In this novel, a Texas psychologist helps individuals and families in crisis while an IRS audit looms and her own 20-year marriage falters.

Dr. Addy Conrad is a Fort Worth marriage and family therapist in practice for 10 years. She sees patients in her second-floor, tree-surrounded office with the aid of Paula, her office manager, and Dumplin’, her Shih Tzu therapy dog. Her patients include Michael, a handsome sex addict whose arrogance disguises his underlying pain, and the Barnetts, a stressed, dysfunctional family dealing with what turns out to be the mother’s dissociative identity disorder. For her own support, Conrad turns to Dixie, her warm, motherly hairstylist; Dr. Endicott, her graduate school supervisor; and Sebastian Courtney (called Seb), her fashion-challenged friend, therapist colleague, and “intellectual idol.” Addy has three children with her husband, Brad, but he tells her he wants a divorce, saying they’ve grown apart. As if that weren’t enough, a hostile IRS agent examines the Conrad finances with a fine-toothed comb, and a man appears to be watching Addy, perhaps stalking her.

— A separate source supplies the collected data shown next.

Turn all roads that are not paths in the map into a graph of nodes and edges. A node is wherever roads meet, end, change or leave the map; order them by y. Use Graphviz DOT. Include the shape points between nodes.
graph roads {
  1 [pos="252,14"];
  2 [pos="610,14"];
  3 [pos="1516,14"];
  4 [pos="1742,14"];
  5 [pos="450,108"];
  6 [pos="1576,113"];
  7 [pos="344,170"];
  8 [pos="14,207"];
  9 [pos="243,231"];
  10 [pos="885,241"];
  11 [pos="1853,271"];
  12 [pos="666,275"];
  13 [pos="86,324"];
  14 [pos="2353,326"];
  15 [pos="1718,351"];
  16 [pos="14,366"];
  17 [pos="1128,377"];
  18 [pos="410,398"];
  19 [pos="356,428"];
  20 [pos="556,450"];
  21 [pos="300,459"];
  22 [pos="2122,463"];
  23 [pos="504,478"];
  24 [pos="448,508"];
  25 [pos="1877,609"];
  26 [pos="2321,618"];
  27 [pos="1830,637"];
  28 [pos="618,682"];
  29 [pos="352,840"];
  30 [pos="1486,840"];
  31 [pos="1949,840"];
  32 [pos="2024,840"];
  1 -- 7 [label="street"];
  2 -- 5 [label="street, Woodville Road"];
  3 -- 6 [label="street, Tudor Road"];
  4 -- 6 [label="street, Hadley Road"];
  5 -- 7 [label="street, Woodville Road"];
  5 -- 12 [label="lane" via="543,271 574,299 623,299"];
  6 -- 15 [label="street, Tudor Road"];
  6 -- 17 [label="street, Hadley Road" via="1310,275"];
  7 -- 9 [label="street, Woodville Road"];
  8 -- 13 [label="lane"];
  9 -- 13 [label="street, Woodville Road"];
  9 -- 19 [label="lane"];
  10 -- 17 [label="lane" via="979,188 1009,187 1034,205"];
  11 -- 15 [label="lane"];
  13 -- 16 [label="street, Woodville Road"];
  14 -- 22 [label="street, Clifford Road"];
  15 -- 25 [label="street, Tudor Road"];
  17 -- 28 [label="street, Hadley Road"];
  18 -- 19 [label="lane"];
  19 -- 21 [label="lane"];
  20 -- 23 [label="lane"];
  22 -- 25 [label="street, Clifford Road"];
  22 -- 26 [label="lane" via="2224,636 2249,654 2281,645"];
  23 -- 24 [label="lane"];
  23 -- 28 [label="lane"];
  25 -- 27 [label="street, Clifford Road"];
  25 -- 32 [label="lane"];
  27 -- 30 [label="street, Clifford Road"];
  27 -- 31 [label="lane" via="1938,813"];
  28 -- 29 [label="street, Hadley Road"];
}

It all demands much more than just listening in a chair. “Psychotherapy is a naked event,” says Addy. “The client is stripped, but so is the therapist.” Foster (What Women Want....Really!, 2015, etc.), a psychologist in private practice, opens up the therapist’s vulnerability, an intriguing focus. The author expertly shows the tightrope Conrad must walk to prevent her own reactions from interfering with providing proper care. Michael, for example, awakens sexual attraction, dislike, and fear. Addy must be on her guard and remember that he’s a smooth talker, while still giving him the benefit of the doubt. It’s unfortunate, though, that Foster makes dissociative identity disorder—that Hollywood favorite—a centerpiece. Stirring emotion through this dramatic cliché (and the horrific abuse associated with it) is a little misguided, and fails to effectively represent the usual conditions that bring people into therapy, such as depression, anxiety, and addiction. Addy’s nuanced understanding and compassion provide balance, thankfully.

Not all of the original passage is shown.